Parser captures are parse trees or user defined structures constructed
during the parsing process.
Note that, both MatchedPrefix
and IsFullMatched
disables capturing.
That is, the side effects of user defined constructors won't be triggered.
Basic patterns, which matches a single rune or a piece of text, are listed below:
T(text), TI(insensitivetext), TS(text, ...), TSI(insensitivetext, ...)
Dot, S(runes), NS(excluderunes), R(low, high, ...), NR(low, high, ...)
U(unicoderangename)
Patterns are combined by sequence or alternation:
Seq(sequence...), Alt(choices...)
Predicators test if pattern would be matched, but consume no text:
True, False, SOL, EOL, EOF
B(text), Test(cond), Not(cond), And(assertions...), Or(posiblities...), Abort(msg)
When(cond, pat), If(cond, yes, no), Switch(cond, pat, ..., [otherwise])
Available pattern qualifiers and repeatitions are:
Skip(n), Until(pat), UntilB(pat)
Q0(choices...), Q1(choices...), Qn(atleast, choices...)
Q01(choices...), Q0n(atmost, choices...), Qnn(exact, choices...), Qmn(from, to, choices...)
Pattern where item separated by sep could be expressed using:
J0(item, sep), J1(item, sep), Jn(atleast, item, sep)
J0n(atmost, item, sep), Jnn(exact, item, sep), Jmn(from, to, item, sep)
Functionalities for groups, references, triggers and injectors:
G(pat), NG(groupname, pat)
Ref(groupname), RefB(groupname)
Trigger(hook, pat), Inject(injector, pat)
Check(checker, pat), Trunc(maxrune, pat)
Functionalities for grammars and parsing captures:
Let(scope, pat), V(varname), CV(varname), CK(tokentype, pat)
CC(nontermcons, pat), CT(termcons, pat)
The qualifiers are designed to be greedy. Thus, considering the pattern
Seq(Q0(A), B)
, text supposed to be matched by B
could be swallowed
ahead of time by the preceding A
, which is usually unexpected.
It is recommended to wrap A
with an additional assertion to avoid this.
For example, Seq(Q0(R('0', '9')), S("02468"), T(" is even"))
is incorrect,
because the greedy Q0(R('0', '9'))
would consume the last digit, thus the
following S("02468")
would always dismatch. To make everything right,
Q0(R('0', '9'))
should be replaced by a pattern like
Q0(Seq(R('0', '9'), Test(R('0', '9'))))
(assert one digit follow it),
which won't consume the last digit.
Branch of Seq
or Alt
could be unreachable, considering that Seq searches
the first dismatch in the sequence, while Alt searches the first match in the
choices. Thus, a pattern like Alt(T("match"), T("match more"))
would get an
unexpected match result, becuase longer patterns are not in prior order.

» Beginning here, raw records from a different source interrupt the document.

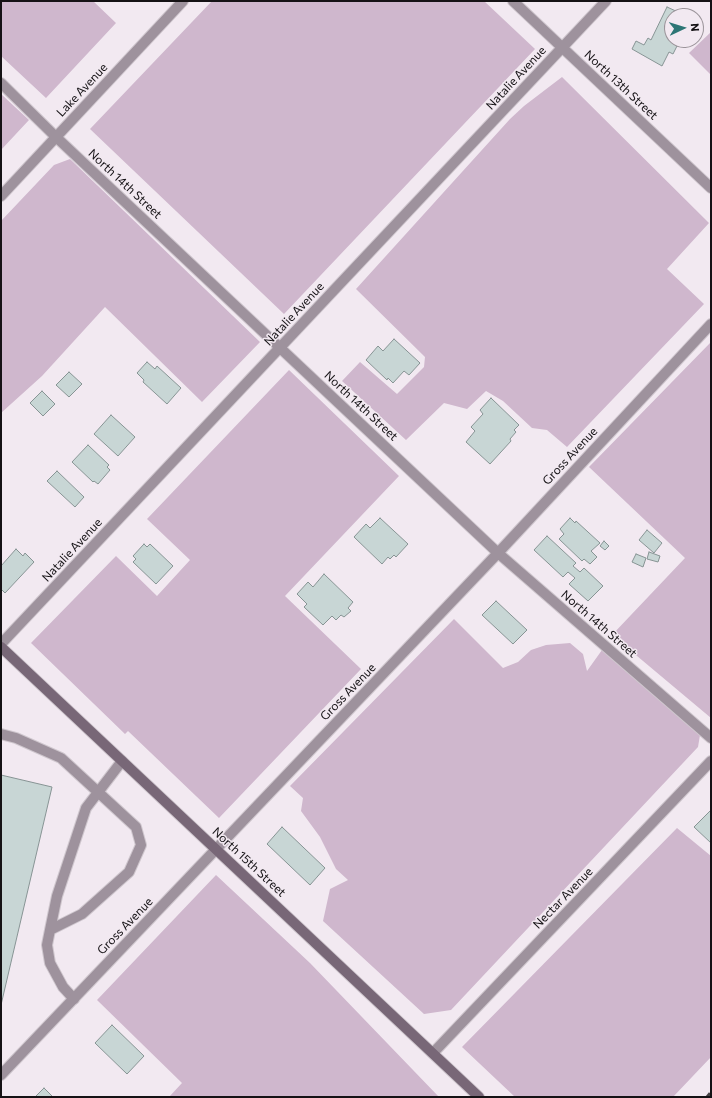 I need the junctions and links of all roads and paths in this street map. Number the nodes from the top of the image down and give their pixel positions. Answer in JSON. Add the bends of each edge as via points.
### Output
{"nodes":[{"id":1,"x":183,"y":1,"type":"edge"},
{"id":2,"x":513,"y":1,"type":"edge"},
{"id":3,"x":606,"y":1,"type":"edge"},
{"id":4,"x":562,"y":48,"type":"junction"},
{"id":5,"x":1,"y":83,"type":"edge"},
{"id":6,"x":56,"y":137,"type":"junction"},
{"id":7,"x":711,"y":188,"type":"edge"},
{"id":8,"x":1,"y":196,"type":"edge"},
{"id":9,"x":711,"y":324,"type":"edge"},
{"id":10,"x":280,"y":348,"type":"junction"},
{"id":11,"x":498,"y":553,"type":"junction"},
{"id":12,"x":1,"y":644,"type":"edge"},
{"id":13,"x":1,"y":647,"type":"edge"},
{"id":14,"x":1,"y":734,"type":"edge"},
{"id":15,"x":711,"y":738,"type":"edge"},
{"id":16,"x":122,"y":761,"type":"junction"},
{"id":17,"x":711,"y":761,"type":"edge"},
{"id":18,"x":99,"y":791,"type":"junction"},
{"id":19,"x":216,"y":849,"type":"junction"},
{"id":20,"x":50,"y":930,"type":"junction"},
{"id":21,"x":74,"y":999,"type":"junction"},
{"id":22,"x":433,"y":1053,"type":"junction"},
{"id":23,"x":1,"y":1075,"type":"edge"},
{"id":24,"x":479,"y":1097,"type":"edge"}],
"edges":[{"from":1,"to":6,"type":"street","name":"Lake Avenue"},
{"from":2,"to":4,"type":"street","name":"North 13th Street"},
{"from":3,"to":4,"type":"street","name":"Natalie Avenue"},
{"from":4,"to":7,"type":"street","name":"North 13th Street"},
{"from":4,"to":10,"type":"street","name":"Natalie Avenue"},
{"from":5,"to":6,"type":"street","name":"North 14th Street"},
{"from":6,"to":8,"type":"street","name":"Lake Avenue"},
{"from":6,"to":10,"type":"street","name":"North 14th Street"},
{"from":9,"to":11,"type":"street","name":"Gross Avenue"},
{"from":10,"to":11,"type":"street","name":"North 14th Street"},
{"from":10,"to":12,"type":"street","name":"Natalie Avenue"},
{"from":11,"to":15,"type":"street","name":"North 14th Street"},
{"from":11,"to":19,"type":"street","name":"Gross Avenue"},
{"from":13,"to":16,"type":"street","name":"North 15th Street"},
{"from":14,"to":18,"type":"street","via":[[61,758]]},
{"from":16,"to":18,"type":"street"},
{"from":16,"to":19,"type":"street","name":"North 15th Street"},
{"from":17,"to":22,"type":"street","name":"Nectar Avenue"},
{"from":18,"to":20,"type":"street","via":[[86,808],[57,896]]},
{"from":18,"to":20,"type":"street","via":[[136,827],[141,845],[129,872],[82,914]]},
{"from":19,"to":21,"type":"street","name":"Gross Avenue"},
{"from":19,"to":22,"type":"street","name":"North 15th Street"},
{"from":20,"to":21,"type":"street","via":[[47,945],[50,963],[63,987]]},
{"from":21,"to":23,"type":"street","name":"Gross Avenue"},
{"from":22,"to":24,"type":"street","name":"North 15th Street"}]} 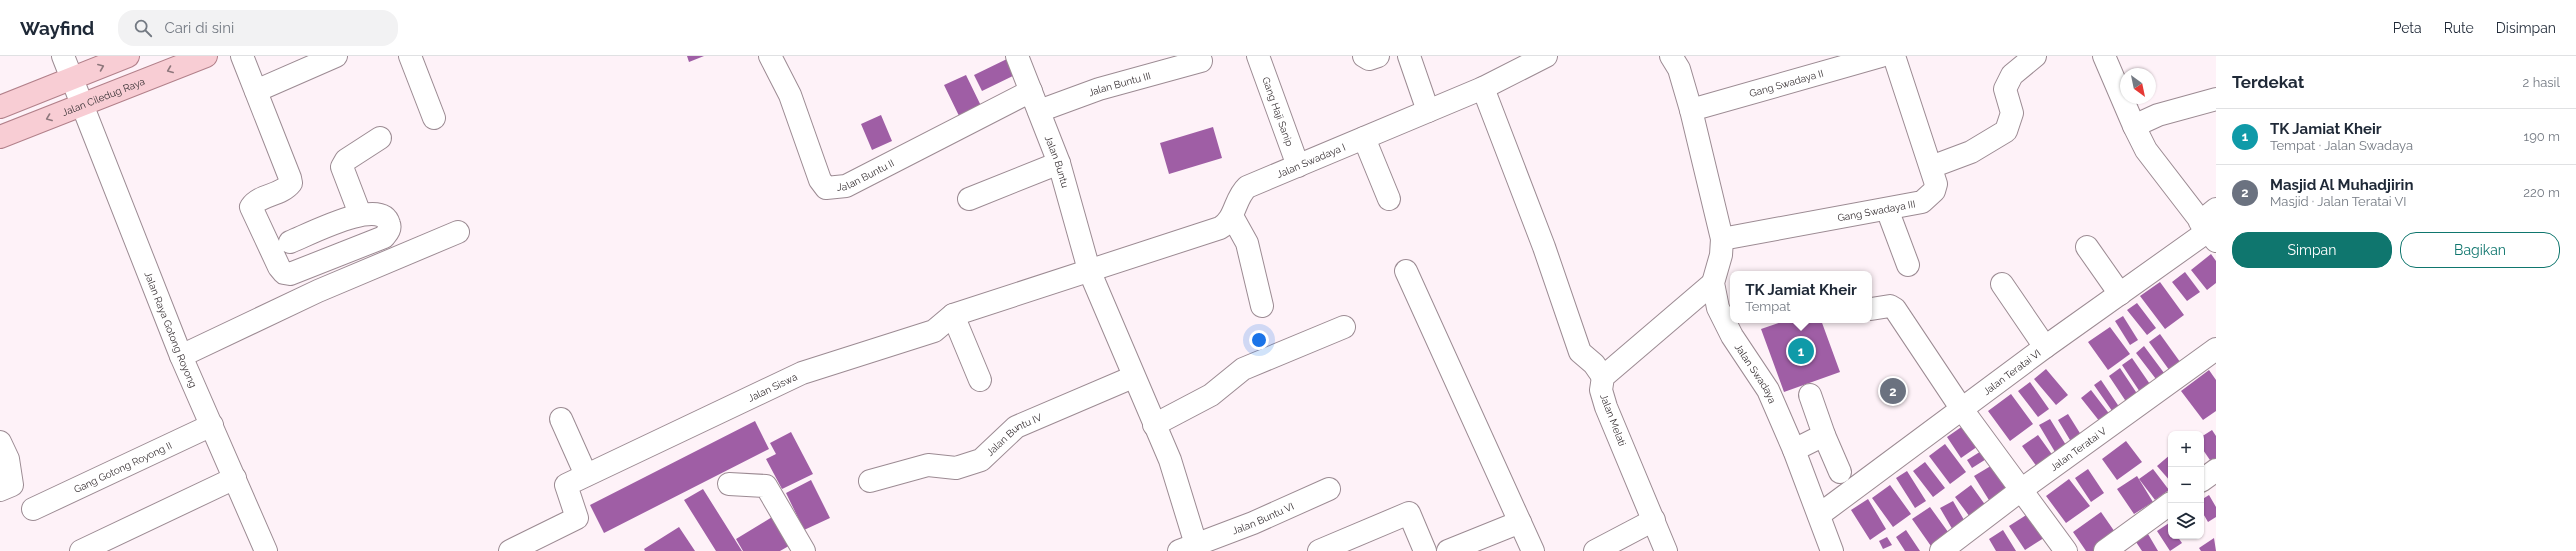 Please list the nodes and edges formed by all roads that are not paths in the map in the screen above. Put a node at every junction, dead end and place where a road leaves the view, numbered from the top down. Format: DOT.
graph roads {
  1 [pos="63,56"];
  2 [pos="128,56"];
  3 [pos="206,56"];
  4 [pos="242,56"];
  5 [pos="336,56"];
  6 [pos="410,56"];
  7 [pos="770,56"];
  8 [pos="1017,56"];
  9 [pos="1258,56"];
  10 [pos="1364,56"];
  11 [pos="1378,56"];
  12 [pos="1408,56"];
  13 [pos="1546,56"];
  14 [pos="1671,56"];
  15 [pos="1881,56"];
  16 [pos="1894,56"];
  17 [pos="2035,56"];
  18 [pos="2104,56"];
  19 [pos="1201,61"];
  20 [pos="72,78"];
  21 [pos="1483,88"];
  22 [pos="256,91"];
  23 [pos="1031,91"];
  24 [pos="2216,99"];
  25 [pos="82,106"];
  26 [pos="0,107"];
  27 [pos="1691,110"];
  28 [pos="1039,111"];
  29 [pos="1428,111"];
  30 [pos="434,118"];
  31 [pos="2134,126"];
  32 [pos="0,138"];
  33 [pos="380,138"];
  34 [pos="1364,138"];
  35 [pos="1059,163"];
  36 [pos="1298,166"];
  37 [pos="1931,167"];
  38 [pos="969,199"];
  39 [pos="1389,199"];
  40 [pos="1887,209"];
  41 [pos="360,214"];
  42 [pos="1232,216"];
  43 [pos="2210,226"];
  44 [pos="458,232"];
  45 [pos="1722,239"];
  46 [pos="290,242"];
  47 [pos="2087,247"];
  48 [pos="1908,264"];
  49 [pos="1089,270"];
  50 [pos="1406,271"];
  51 [pos="1713,284"];
  52 [pos="2002,284"];
  53 [pos="2120,294"];
  54 [pos="1262,306"];
  55 [pos="1872,309"];
  56 [pos="954,315"];
  57 [pos="1344,327"];
  58 [pos="2045,347"];
  59 [pos="2216,349"];
  60 [pos="181,356"];
  61 [pos="1134,377"];
  62 [pos="1604,377"];
  63 [pos="980,380"];
  64 [pos="1810,395"];
  65 [pos="1961,408"];
  66 [pos="561,419"];
  67 [pos="212,425"];
  68 [pos="1154,425"];
  69 [pos="1824,435"];
  70 [pos="4,450"];
  71 [pos="1794,450"];
  72 [pos="2216,470"];
  73 [pos="1840,472"];
  74 [pos="586,475"];
  75 [pos="235,478"];
  76 [pos="2204,479"];
  77 [pos="870,481"];
  78 [pos="729,484"];
  79 [pos="1328,489"];
  80 [pos="0,490"];
  81 [pos="2021,490"];
  82 [pos="2168,505"];
  83 [pos="33,510"];
  84 [pos="1819,515"];
  85 [pos="1654,520"];
  86 [pos="1520,522"];
  87 [pos="521,549"];
  88 [pos="798,549"];
  89 [pos="1191,549"];
  90 [pos="81,551"];
  91 [pos="266,551"];
  92 [pos="1319,551"];
  93 [pos="1425,551"];
  94 [pos="1448,551"];
  95 [pos="1533,551"];
  96 [pos="1595,551"];
  97 [pos="1666,551"];
  98 [pos="1832,551"];
  99 [pos="1942,551"];
  100 [pos="2066,551"];
  101 [pos="2105,551"];
  1 -- 20 [label="street, Jalan Raya Gotong Royong"];
  20 -- 2 [label="main road, one-way"];
  3 -- 25 [label="main road, Jalan Ciledug Raya, one-way"];
  4 -- 22 [label="street"];
  5 -- 22 [label="street"];
  6 -- 30 [label="street"];
  7 -- 23 [label="street, Jalan Buntu II"];
  8 -- 23 [label="street, Jalan Buntu"];
  9 -- 36 [label="street, Gang Haji Sanip"];
  10 -- 11 [label="street"];
  12 -- 29 [label="street"];
  13 -- 21 [label="street, Jalan Swadaya I"];
  14 -- 27 [label="street, Jalan Swadaya"];
  15 -- 27 [label="street, Gang Swadaya II"];
  16 -- 37 [label="street, Gang Swadaya III"];
  17 -- 37 [label="street"];
  18 -- 31 [label="street"];
  19 -- 28 [label="street, Jalan Buntu III"];
  20 -- 25 [label="street, Jalan Raya Gotong Royong"];
  20 -- 26 [label="main road"];
  21 -- 29 [label="street, Jalan Swadaya I"];
  21 -- 62 [label="street"];
  22 -- 41 [label="street"];
  23 -- 28 [label="street, Jalan Buntu"];
  24 -- 31 [label="street"];
  25 -- 32 [label="main road, Jalan Ciledug Raya, one-way"];
  25 -- 60 [label="street, Jalan Raya Gotong Royong"];
  27 -- 45 [label="street, Jalan Swadaya"];
  28 -- 35 [label="street, Jalan Buntu"];
  29 -- 34 [label="street, Jalan Swadaya I"];
  31 -- 43 [label="street"];
  33 -- 41 [label="street"];
  34 -- 36 [label="street, Jalan Swadaya I"];
  34 -- 39 [label="street"];
  35 -- 38 [label="street"];
  35 -- 49 [label="street, Jalan Buntu"];
  36 -- 42 [label="street, Jalan Swadaya I"];
  37 -- 40 [label="street, Gang Swadaya III"];
  40 -- 45 [label="street, Gang Swadaya III"];
  40 -- 48 [label="street"];
  41 -- 46 [label="street"];
  42 -- 49 [label="street, Jalan Swadaya I"];
  42 -- 54 [label="street"];
  43 -- 53 [label="street, Jalan Teratai VI"];
  44 -- 60 [label="street"];
  45 -- 51 [label="street, Jalan Swadaya"];
  47 -- 53 [label="street"];
  49 -- 56 [label="street, Jalan Siswa"];
  49 -- 61 [label="street, Jalan Buntu"];
  50 -- 86 [label="street"];
  51 -- 62 [label="street"];
  51 -- 71 [label="street, Jalan Swadaya"];
  52 -- 58 [label="street"];
  53 -- 58 [label="street, Jalan Teratai VI"];
  55 -- 65 [label="street"];
  56 -- 63 [label="street"];
  56 -- 74 [label="street, Jalan Siswa"];
  57 -- 68 [label="street"];
  58 -- 65 [label="street, Jalan Teratai VI"];
  59 -- 81 [label="street, Jalan Teratai V"];
  60 -- 67 [label="street, Jalan Raya Gotong Royong"];
  61 -- 68 [label="street, Jalan Buntu"];
  61 -- 77 [label="street, Jalan Buntu IV"];
  62 -- 85 [label="street, Jalan Melati"];
  64 -- 69 [label="street"];
  65 -- 81 [label="street"];
  65 -- 84 [label="street, Jalan Teratai VI"];
  66 -- 74 [label="street"];
  67 -- 75 [label="street, Jalan Raya Gotong Royong"];
  67 -- 83 [label="street, Gang Gotong Royong II"];
  68 -- 89 [label="street, Jalan Buntu"];
  69 -- 71 [label="street"];
  69 -- 73 [label="street"];
  70 -- 80 [label="street"];
  71 -- 84 [label="street, Jalan Swadaya"];
  72 -- 76 [label="street"];
  74 -- 87 [label="street, Jalan Siswa"];
  75 -- 90 [label="street"];
  75 -- 91 [label="street, Jalan Raya Gotong Royong"];
  78 -- 88 [label="street"];
  79 -- 89 [label="street, Jalan Buntu VI"];
  81 -- 99 [label="street, Jalan Teratai V"];
  81 -- 100 [label="street"];
  82 -- 101 [label="street"];
  84 -- 98 [label="street, Jalan Swadaya"];
  85 -- 96 [label="street"];
  85 -- 97 [label="street, Jalan Melati"];
  86 -- 94 [label="street"];
  86 -- 95 [label="street"];
  92 -- 93 [label="street"];
} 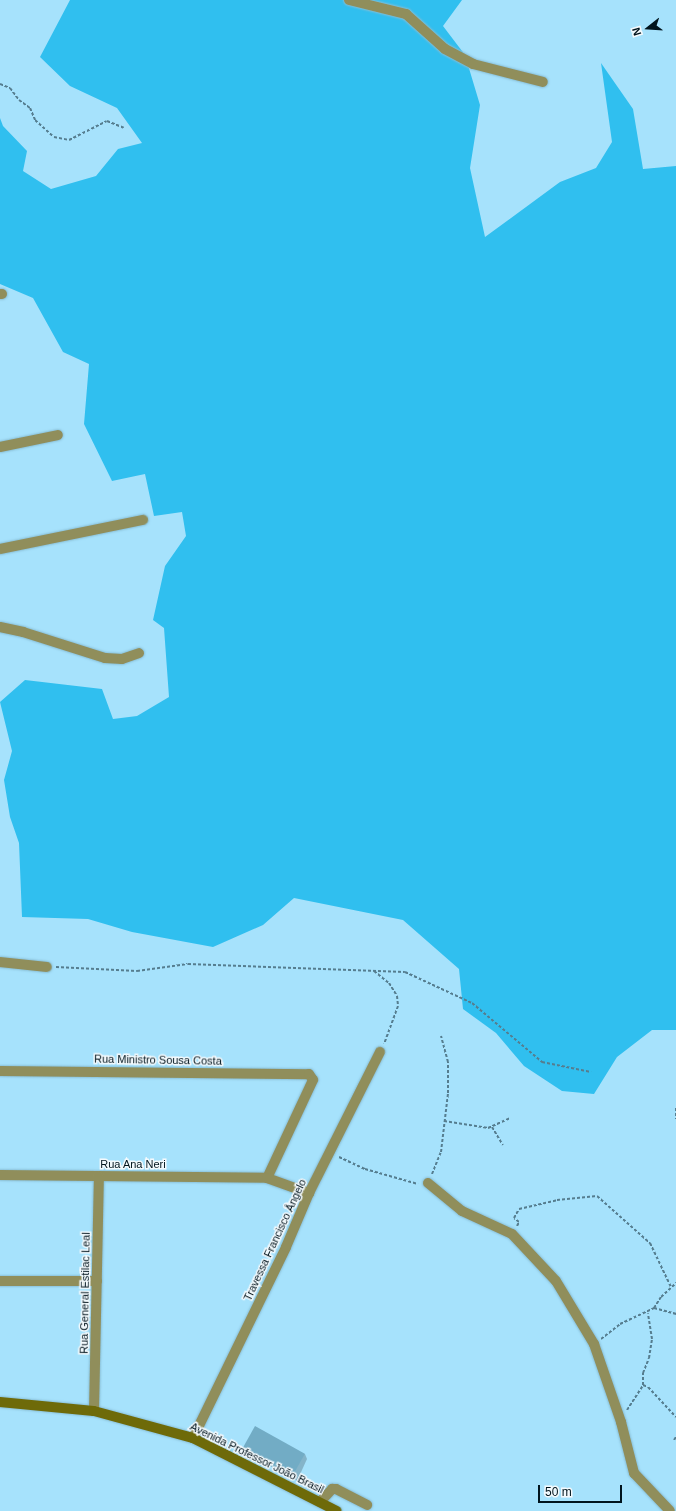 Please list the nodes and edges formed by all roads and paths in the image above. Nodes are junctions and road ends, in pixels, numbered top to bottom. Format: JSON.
{"nodes":[{"id":1,"x":349,"y":0,"type":"edge"},
{"id":2,"x":543,"y":82,"type":"dead end"},
{"id":3,"x":0,"y":84,"type":"edge"},
{"id":4,"x":124,"y":128,"type":"dead end"},
{"id":5,"x":58,"y":435,"type":"dead end"},
{"id":6,"x":0,"y":447,"type":"edge"},
{"id":7,"x":143,"y":520,"type":"dead end"},
{"id":8,"x":0,"y":549,"type":"edge"},
{"id":9,"x":0,"y":627,"type":"edge"},
{"id":10,"x":139,"y":653,"type":"dead end"},
{"id":11,"x":0,"y":962,"type":"edge"},
{"id":12,"x":47,"y":967,"type":"joint"},
{"id":13,"x":374,"y":971,"type":"junction"},
{"id":14,"x":441,"y":1036,"type":"dead end"},
{"id":15,"x":380,"y":1052,"type":"joint"},
{"id":16,"x":0,"y":1071,"type":"edge"},
{"id":17,"x":590,"y":1072,"type":"dead end"},
{"id":18,"x":676,"y":1108,"type":"edge"},
{"id":19,"x":510,"y":1118,"type":"dead end"},
{"id":20,"x":676,"y":1119,"type":"edge"},
{"id":21,"x":444,"y":1121,"type":"junction"},
{"id":22,"x":492,"y":1127,"type":"junction"},
{"id":23,"x":503,"y":1145,"type":"dead end"},
{"id":24,"x":330,"y":1153,"type":"junction"},
{"id":25,"x":0,"y":1175,"type":"edge"},
{"id":26,"x":99,"y":1176,"type":"junction"},
{"id":27,"x":267,"y":1178,"type":"junction"},
{"id":28,"x":428,"y":1184,"type":"junction"},
{"id":29,"x":309,"y":1193,"type":"junction"},
{"id":30,"x":512,"y":1234,"type":"junction"},
{"id":31,"x":0,"y":1281,"type":"edge"},
{"id":32,"x":97,"y":1282,"type":"junction"},
{"id":33,"x":676,"y":1283,"type":"edge"},
{"id":34,"x":671,"y":1287,"type":"junction"},
{"id":35,"x":654,"y":1308,"type":"junction"},
{"id":36,"x":648,"y":1312,"type":"junction"},
{"id":37,"x":676,"y":1314,"type":"edge"},
{"id":38,"x":594,"y":1344,"type":"junction"},
{"id":39,"x":643,"y":1385,"type":"junction"},
{"id":40,"x":0,"y":1402,"type":"edge"},
{"id":41,"x":94,"y":1411,"type":"junction"},
{"id":42,"x":676,"y":1417,"type":"edge"},
{"id":43,"x":620,"y":1422,"type":"junction"},
{"id":44,"x":676,"y":1437,"type":"edge"},
{"id":45,"x":193,"y":1438,"type":"junction"},
{"id":46,"x":674,"y":1440,"type":"dead end"},
{"id":47,"x":320,"y":1502,"type":"junction"},
{"id":48,"x":367,"y":1505,"type":"dead end"},
{"id":49,"x":337,"y":1511,"type":"edge"},
{"id":50,"x":670,"y":1511,"type":"edge"}],
"edges":[{"from":1,"to":2,"type":"street"},
{"from":3,"to":4,"type":"path"},
{"from":5,"to":6,"type":"street"},
{"from":7,"to":8,"type":"street"},
{"from":9,"to":10,"type":"street"},
{"from":11,"to":12,"type":"street"},
{"from":12,"to":13,"type":"path"},
{"from":13,"to":15,"type":"path"},
{"from":13,"to":17,"type":"path"},
{"from":14,"to":21,"type":"path"},
{"from":15,"to":24,"type":"street","name":"Travessa Francisco Ângelo"},
{"from":16,"to":27,"type":"street","name":"Rua Ministro Sousa Costa"},
{"from":18,"to":20,"type":"path"},
{"from":19,"to":22,"type":"path"},
{"from":21,"to":22,"type":"path"},
{"from":21,"to":28,"type":"path"},
{"from":22,"to":23,"type":"path"},
{"from":24,"to":28,"type":"path"},
{"from":24,"to":29,"type":"street","name":"Travessa Francisco Ângelo"},
{"from":25,"to":26,"type":"street","name":"Rua Ana Neri"},
{"from":26,"to":27,"type":"street","name":"Rua Ana Neri"},
{"from":26,"to":32,"type":"street","name":"Rua General Estilac Leal"},
{"from":27,"to":29,"type":"street","name":"Rua Ana Neri"},
{"from":28,"to":30,"type":"street"},
{"from":29,"to":45,"type":"street","name":"Travessa Francisco Ângelo"},
{"from":30,"to":34,"type":"path"},
{"from":30,"to":38,"type":"street"},
{"from":31,"to":32,"type":"street"},
{"from":32,"to":41,"type":"street","name":"Rua General Estilac Leal"},
{"from":33,"to":34,"type":"path"},
{"from":34,"to":35,"type":"path"},
{"from":35,"to":36,"type":"path"},
{"from":35,"to":37,"type":"path"},
{"from":36,"to":38,"type":"path"},
{"from":36,"to":39,"type":"path"},
{"from":38,"to":43,"type":"street"},
{"from":39,"to":42,"type":"path"},
{"from":39,"to":43,"type":"path"},
{"from":40,"to":41,"type":"main road","name":"Avenida Professor João Brasil"},
{"from":41,"to":45,"type":"main road","name":"Avenida Professor João Brasil"},
{"from":43,"to":50,"type":"street"},
{"from":44,"to":46,"type":"path"},
{"from":45,"to":47,"type":"main road","name":"Avenida Professor João Brasil"},
{"from":47,"to":48,"type":"street"},
{"from":47,"to":49,"type":"main road","name":"Avenida Professor João Brasil"}]}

Any pattern which could macth an empty string should not be nested inside
qualifiers like Q0
, Q1
, Qn
, for this would cause infinite loops.
For example, Q1(True)
or Q0(Q0(T("not empty")))
would loop until
config.RepeatLimit
is reached.
PEG parsers are top-down, that is, the grammar rules would be expanded
immediately, thus a left recursion never terminates until
config.CallstackLimit
is reached.
For example, Let(map[string]Pattern{"var": Seq(T("A"), V("var"))}, V("var"))
terminates, while
Let(map[string]Pattern{"var": Seq(V("var"), T("A"))}, V("var"))
won't
terminate until CallstackLimit
is reached.